US Secretary of State Mike Pompeo called India a key pillar in President Trump’s foreign policy and once again slammed China for the recent border clash with India in Ladakh in which 20 Indian soldiers were killed last month.

External Affairs Minister S. Jaishankar said the two countries also need to resolve their trade differences and “move on to something bigger… take the journey to a higher gear”.

Top diplomats of the two countries said India and the US were collaborating on 5G technology, another sensitive issue that is bringing them together in the rivalry against China.

The comments by the top officials of the two countries were made at  the US-India Business Council’s virtual India Ideas Summit.

Jaishankar said while India had been engaged with all US governments, including the present Trump administration, to strengthen the bilateral agenda, the time has now come “to shape a larger agenda”.

“My own sense is, having worked with many previous administrations and the current one, actually, intuitively, American administrations have been going down that way, looking really how to engage countries like India more effectively… Perhaps they did so less consciously in the past. We now need to do it more purposefully,” he said.

“I think the US really has to learn to work with a more multipolar world with more plurilateral arrangements, go beyond alliances with which it has grown up over the last two generations,” Jaishankar added.

He said, “Given our history of independence and the fact that we really are coming from different places, there will be issues on which our convergence will be more, somewhere it will be less. I think the quest in the last 20 years, and I see that continuing into the future, is really to find a more common ground.”

Meanwhile, Jaishankar’s US counterpart Pompeo pitched for a “new age of ambition” in the bilateral relationship. “We don’t just interact on a bilateral basis, we see each other for what we are — great democracies, global powers and really good friends.”

Hailing India as one of the few “trusted and like-minded” countries, Pompeo said New Delhi and Washington are collaborating to address the “common challenge” posed by the Chinese Communist Party (CCP).

“The recent clashes initiated by the PLA (Peoples Liberation Army) are just the latest examples of the CCP’s unacceptable behaviour. We are deeply saddened by the deaths of 20 Indian service members,” he said, referring to the 15 June Galwan Valley clash.

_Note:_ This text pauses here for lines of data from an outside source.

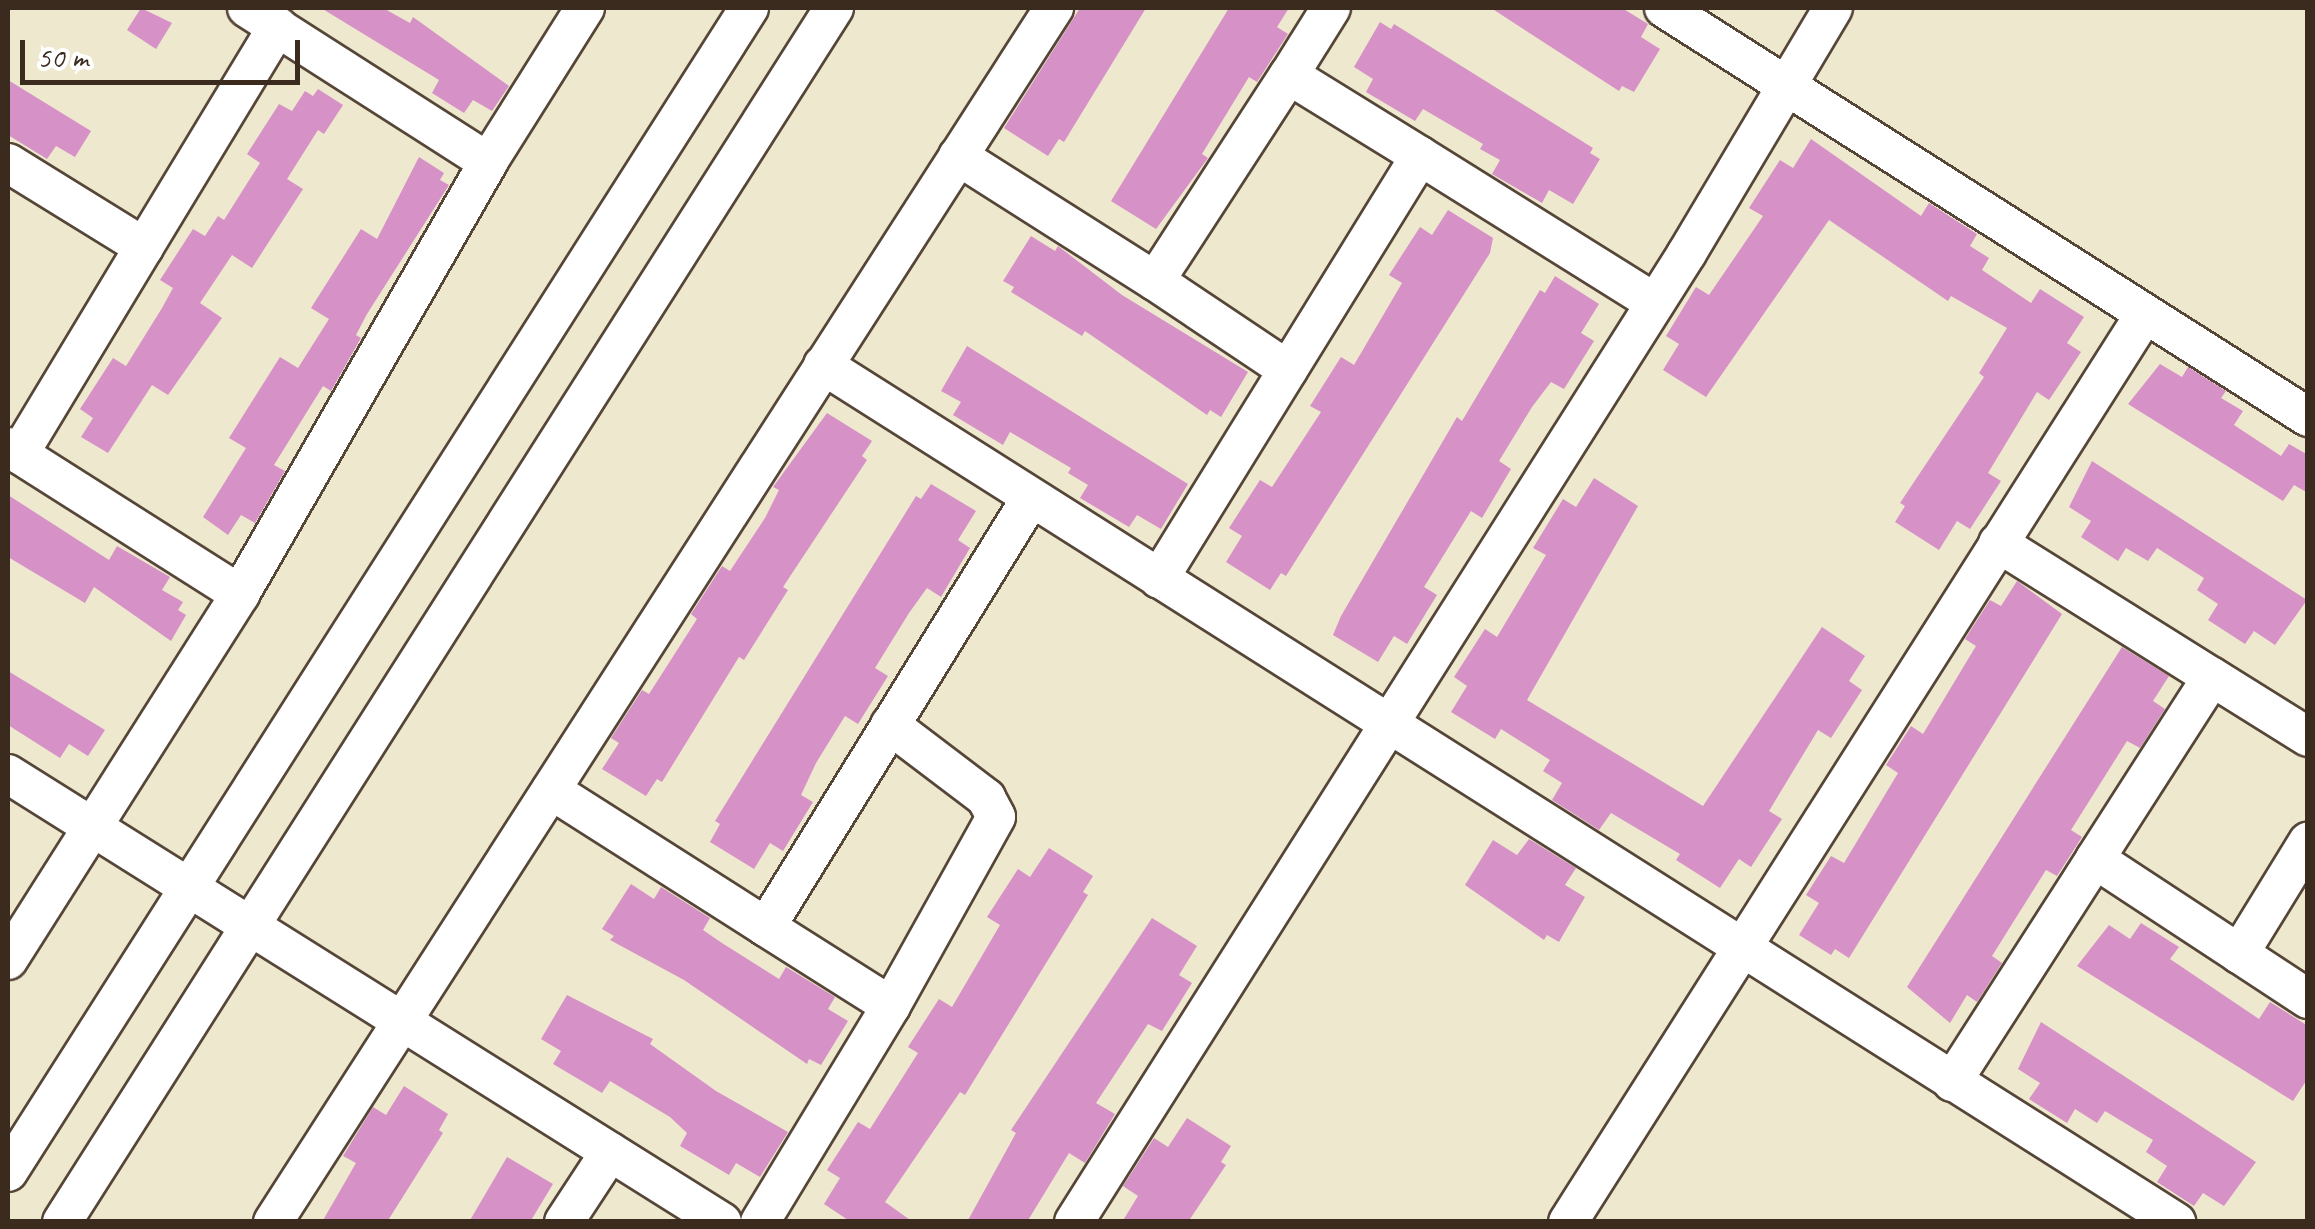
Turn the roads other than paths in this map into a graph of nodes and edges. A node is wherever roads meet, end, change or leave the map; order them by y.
1 (585, 8) edge
2 (749, 8) edge
3 (834, 8) edge
4 (1054, 8) edge
5 (1331, 8) edge
6 (1664, 8) edge
7 (1833, 8) edge
8 (262, 17) edge
9 (1290, 74) junction
10 (1787, 85) junction
11 (958, 156) junction
12 (1420, 156) junction
13 (488, 162) junction
14 (8, 163) edge
15 (144, 248) junction
16 (1155, 282) junction
17 (1655, 302) junction
18 (2145, 314) junction
19 (823, 366) junction
20 (1288, 370) junction
21 (2308, 417) edge
22 (14, 451) edge
23 (1031, 498) junction
24 (1998, 544) junction
25 (1159, 579) junction
26 (240, 594) junction
27 (2212, 677) junction
28 (890, 725) junction
29 (1388, 725) junction
30 (2308, 737) edge
31 (8, 774) edge
32 (551, 790) junction
33 (90, 829) junction
34 (2308, 842) edge
35 (2095, 860) junction
36 (186, 888) junction
37 (247, 924) junction
38 (766, 927) junction
39 (1741, 950) junction
40 (2239, 954) junction
41 (8, 960) edge
42 (2308, 998) edge
43 (890, 1006) junction
44 (402, 1021) junction
45 (1952, 1082) junction
46 (610, 1152) junction
47 (8, 1172) edge
48 (62, 1222) edge
49 (274, 1222) edge
50 (564, 1222) edge
51 (722, 1222) edge
52 (760, 1222) edge
53 (1074, 1222) edge
54 (1568, 1222) edge
55 (2176, 1222) edge

1 - 13 street
2 - 36 street
3 - 37 street
4 - 11 street
5 - 9 street
6 - 10 street
7 - 10 street
8 - 13 street
8 - 15 street
9 - 12 street
9 - 16 street
10 - 17 street
10 - 18 street
11 - 16 street
11 - 19 street
12 - 17 street
12 - 20 street
13 - 26 street
14 - 15 street
15 - 22 street
16 - 20 street
17 - 29 street
18 - 21 street
18 - 24 street
19 - 23 street
19 - 32 street
20 - 25 street
22 - 26 street
23 - 25 street
23 - 28 street
24 - 27 street
24 - 39 street
25 - 29 street
26 - 33 street
27 - 30 street
27 - 35 street
28 - 38 street
28 - 43 street
29 - 39 street
29 - 53 street
31 - 33 street
32 - 38 street
32 - 44 street
33 - 36 street
33 - 41 street
34 - 40 street
35 - 40 street
35 - 45 street
36 - 37 street
36 - 47 street
37 - 44 street
37 - 48 street
38 - 43 street
39 - 45 street
39 - 54 street
40 - 42 street
43 - 52 street
44 - 46 street
44 - 49 street
45 - 55 street
46 - 50 street
46 - 51 street

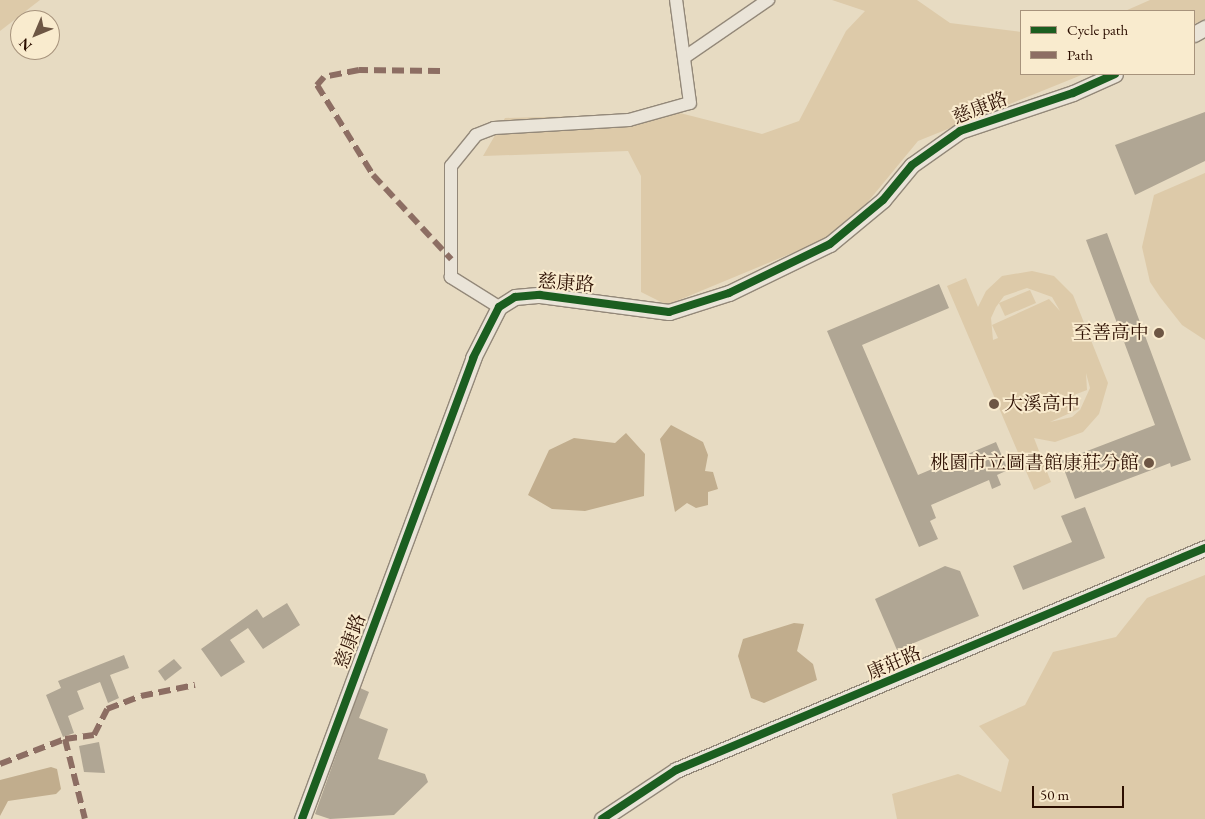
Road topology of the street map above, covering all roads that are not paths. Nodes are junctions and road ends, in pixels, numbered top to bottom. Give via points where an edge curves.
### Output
1 (676, 0) edge
2 (768, 0) edge
3 (685, 57) junction
4 (1113, 75) edge
5 (499, 307) junction
6 (1205, 548) edge
7 (302, 819) edge
8 (602, 819) edge

1 - 3 street
2 - 3 street
3 - 5 street via 690,103 629,120 494,128 476,135 451,166 452,277
4 - 5 street, 慈康路 via 1073,94 960,131 912,166 883,200 830,244 730,293 669,312 540,296 514,297
5 - 7 street, 慈康路 via 473,358
6 - 8 street, 康莊路 via 676,770

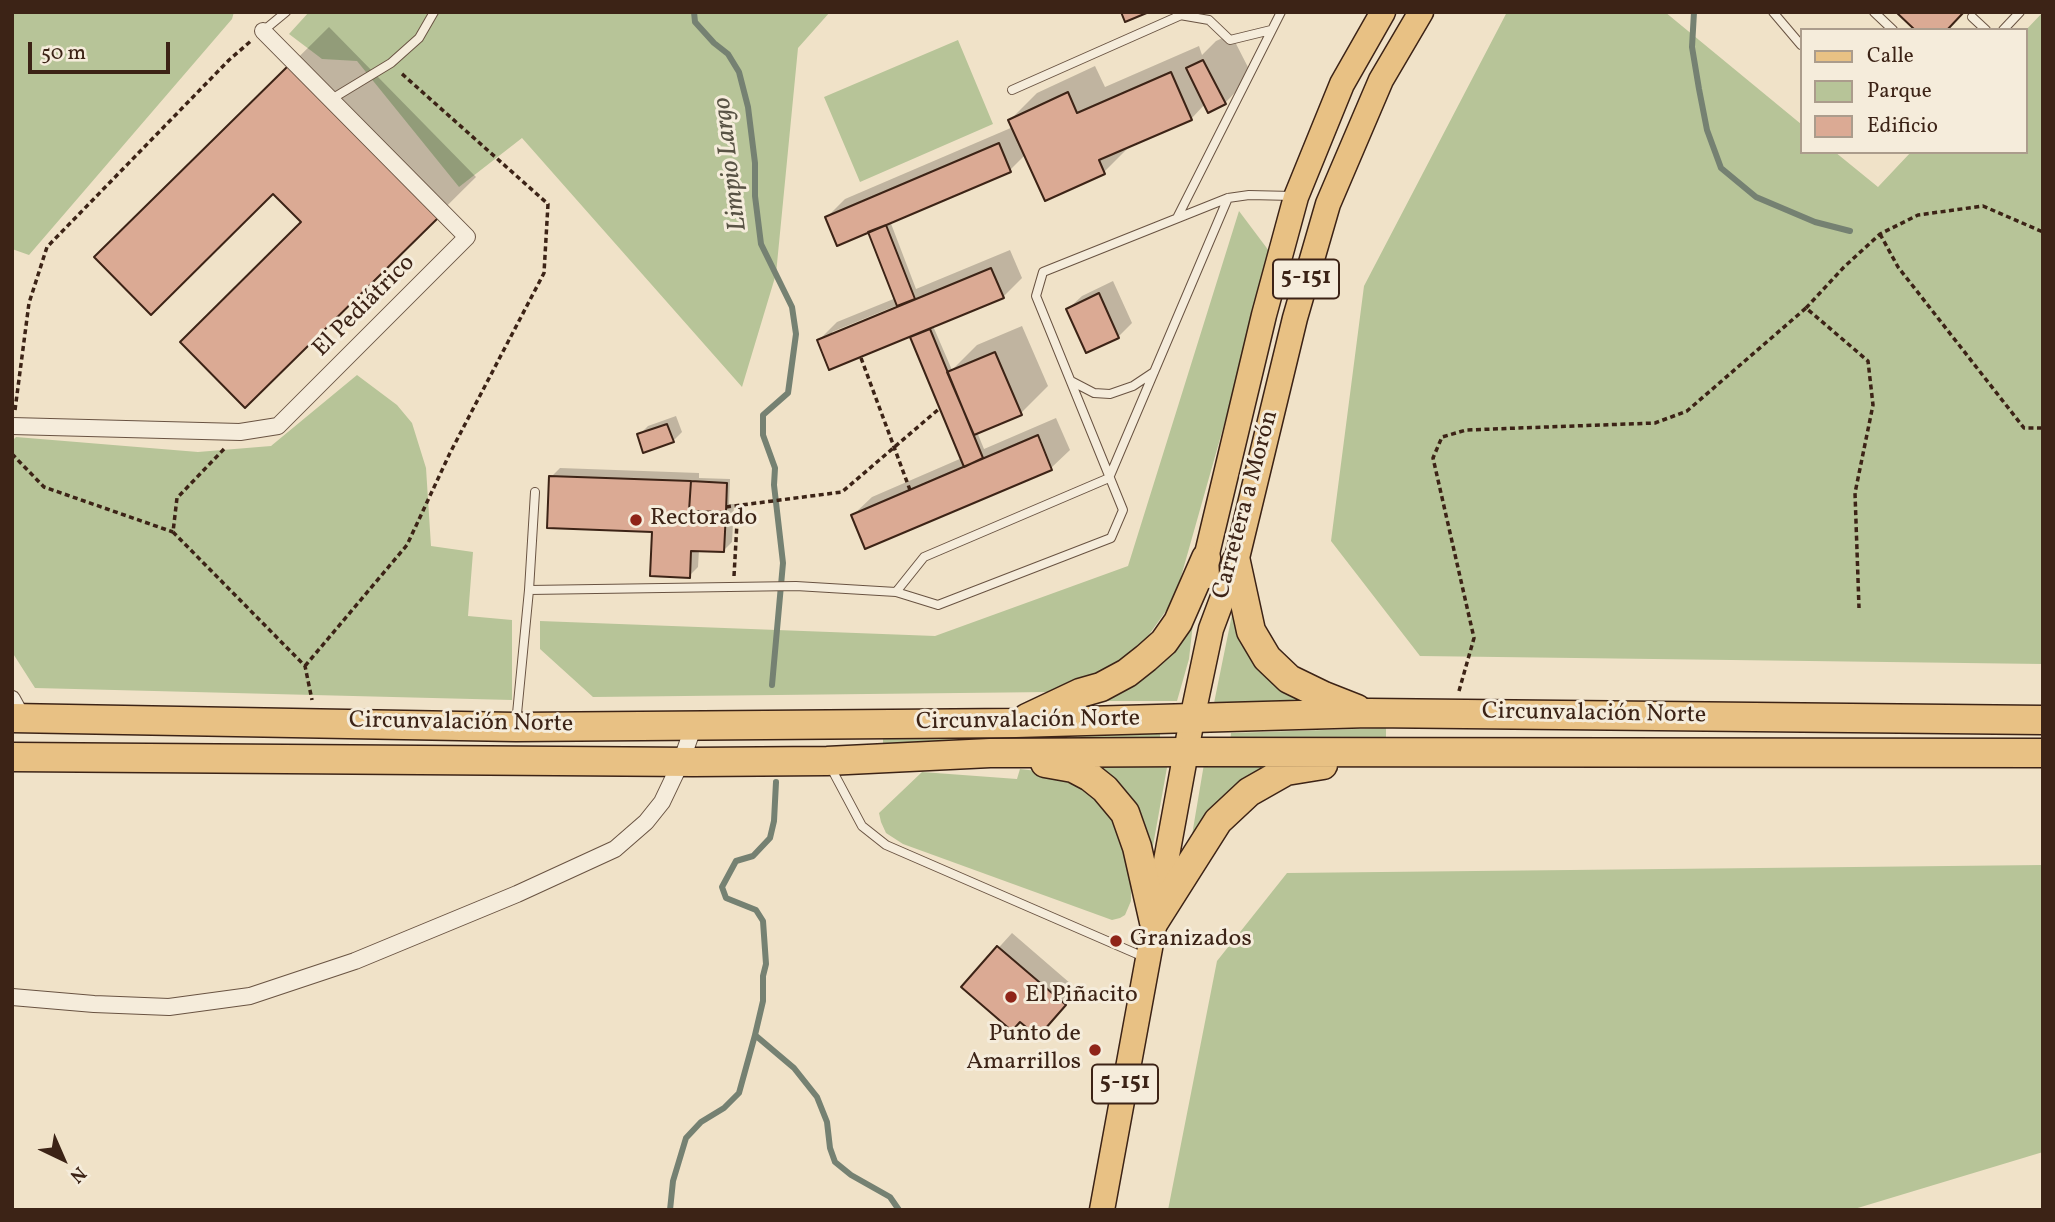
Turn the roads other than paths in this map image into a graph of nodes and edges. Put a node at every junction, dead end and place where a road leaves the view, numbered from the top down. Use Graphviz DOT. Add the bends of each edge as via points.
graph roads {
  1 [pos="286,12"];
  2 [pos="434,12"];
  3 [pos="1281,12"];
  4 [pos="1383,12"];
  5 [pos="1421,12"];
  6 [pos="1773,12"];
  7 [pos="1874,12"];
  8 [pos="2020,12"];
  9 [pos="1184,14"];
  10 [pos="1972,18"];
  11 [pos="1891,28"];
  12 [pos="1984,28"];
  13 [pos="2005,28"];
  14 [pos="1271,30"];
  15 [pos="263,31"];
  16 [pos="1800,44"];
  17 [pos="1012,90"];
  18 [pos="330,100"];
  19 [pos="1296,197"];
  20 [pos="1228,198"];
  21 [pos="1328,204"];
  22 [pos="1177,218"];
  23 [pos="1154,372"];
  24 [pos="1070,381"];
  25 [pos="13,426"];
  26 [pos="1110,478"];
  27 [pos="536,492"];
  28 [pos="1206,558"];
  29 [pos="1236,562"];
  30 [pos="529,590"];
  31 [pos="896,592"];
  32 [pos="1211,629"];
  33 [pos="16,712"];
  34 [pos="1369,713"];
  35 [pos="1192,719"];
  36 [pos="2043,720"];
  37 [pos="1016,723"];
  38 [pos="694,725"];
  39 [pos="516,727"];
  40 [pos="821,742"];
  41 [pos="1409,750"];
  42 [pos="1186,752"];
  43 [pos="990,753"];
  44 [pos="2043,753"];
  45 [pos="12,757"];
  46 [pos="515,761"];
  47 [pos="681,762"];
  48 [pos="1154,922"];
  49 [pos="1147,959"];
  50 [pos="12,997"];
  51 [pos="1102,1210"];
  1 -- 15 [label="lane"];
  2 -- 18 [label="lane" via="419,38 391,63"];
  3 -- 14 [label="lane"];
  4 -- 19 [label="main road, Carretera a Morón / 5-151" via="1342,84"];
  5 -- 21 [label="main road, Carretera a Morón / 5-151" via="1381,80"];
  6 -- 16 [label="lane"];
  7 -- 11 [label="lane"];
  8 -- 13 [label="lane"];
  9 -- 14 [label="lane" via="1209,20 1230,40"];
  9 -- 17 [label="lane"];
  10 -- 12 [label="lane"];
  14 -- 22 [label="lane"];
  15 -- 18 [label="street, El Pediátrico"];
  18 -- 25 [label="street, El Pediátrico" via="467,237 278,426 240,432"];
  19 -- 20 [label="lane"];
  19 -- 21 [label="main road"];
  19 -- 28 [label="main road, Carretera a Morón / 5-151"];
  20 -- 22 [label="lane"];
  20 -- 23 [label="lane"];
  21 -- 29 [label="main road, Carretera a Morón / 5-151" via="1295,318"];
  22 -- 24 [label="lane" via="1043,272 1036,296"];
  23 -- 24 [label="lane" via="1110,394 1094,393"];
  23 -- 26 [label="lane"];
  24 -- 26 [label="lane"];
  26 -- 31 [label="lane" via="924,557"];
  26 -- 31 [label="lane" via="1122,510 1111,538 938,605"];
  27 -- 30 [label="lane"];
  28 -- 32 [label="main road, Carretera a Morón / 5-151"];
  28 -- 37 [label="highway" via="1178,622 1146,658 1101,687"];
  29 -- 32 [label="main road, Carretera a Morón / 5-151"];
  29 -- 34 [label="highway" via="1251,631 1267,658 1289,679"];
  30 -- 31 [label="lane" via="796,586"];
  30 -- 39 [label="lane"];
  32 -- 35 [label="main road, 5-151"];
  33 -- 39 [label="highway, Circunvalación Norte"];
  34 -- 35 [label="highway, Circunvalación Norte"];
  34 -- 36 [label="highway, Circunvalación Norte"];
  35 -- 37 [label="highway, Circunvalación Norte"];
  35 -- 42 [label="main road, 5-151"];
  37 -- 40 [label="highway, Circunvalación Norte"];
  38 -- 39 [label="highway, Circunvalación Norte"];
  38 -- 40 [label="highway, Circunvalación Norte"];
  38 -- 47 [label="street"];
  39 -- 46 [label="highway"];
  40 -- 43 [label="highway, Circunvalación Norte"];
  40 -- 47 [label="highway, Circunvalación Norte"];
  40 -- 49 [label="lane" via="862,826 886,845"];
  41 -- 42 [label="highway, Circunvalación Norte"];
  41 -- 44 [label="highway, Circunvalación Norte"];
  41 -- 48 [label="highway" via="1286,771 1249,792 1219,821"];
  42 -- 43 [label="highway, Circunvalación Norte"];
  42 -- 48 [label="main road, 5-151"];
  43 -- 48 [label="highway" via="1073,768 1105,789 1125,813"];
  45 -- 46 [label="highway, Circunvalación Norte"];
  46 -- 47 [label="highway, Circunvalación Norte"];
  47 -- 50 [label="street" via="655,812 615,849 517,894 285,986 250,996 169,1007"];
  48 -- 49 [label="main road, 5-151"];
  49 -- 51 [label="main road, 5-151"];
}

India, Pompeo added, remains a key partner of the US in its foreign as well as security policies.

“We have revived the Quad… India is also part of a group of like-minded nations that are convened regularly to advance shared interests,” he said.

Also Read: Discussed India-China border clash with Jaishankar, we speak ‘frequently’, says Pompeo

Trade talks dominated by ‘complaints’

On the issue of ongoing discussions to have a smaller trade deal between both countries, followed by a free trade agreement (FTA), Jaishankar said discussions in this regard have been mired in a plethora of “complaints”.

He then harked back to his year-long stint at Tata Trusts between 2018 and 2019 to say it was there that he learnt trade is a “bread and butter issue”.

“At the end of the day, even I did not learn it as a diplomat, believe me, I learnt it in the Tatas that these (trade issues) are bread and butter issues,” he said, adding that this is what make countries “work with each other”.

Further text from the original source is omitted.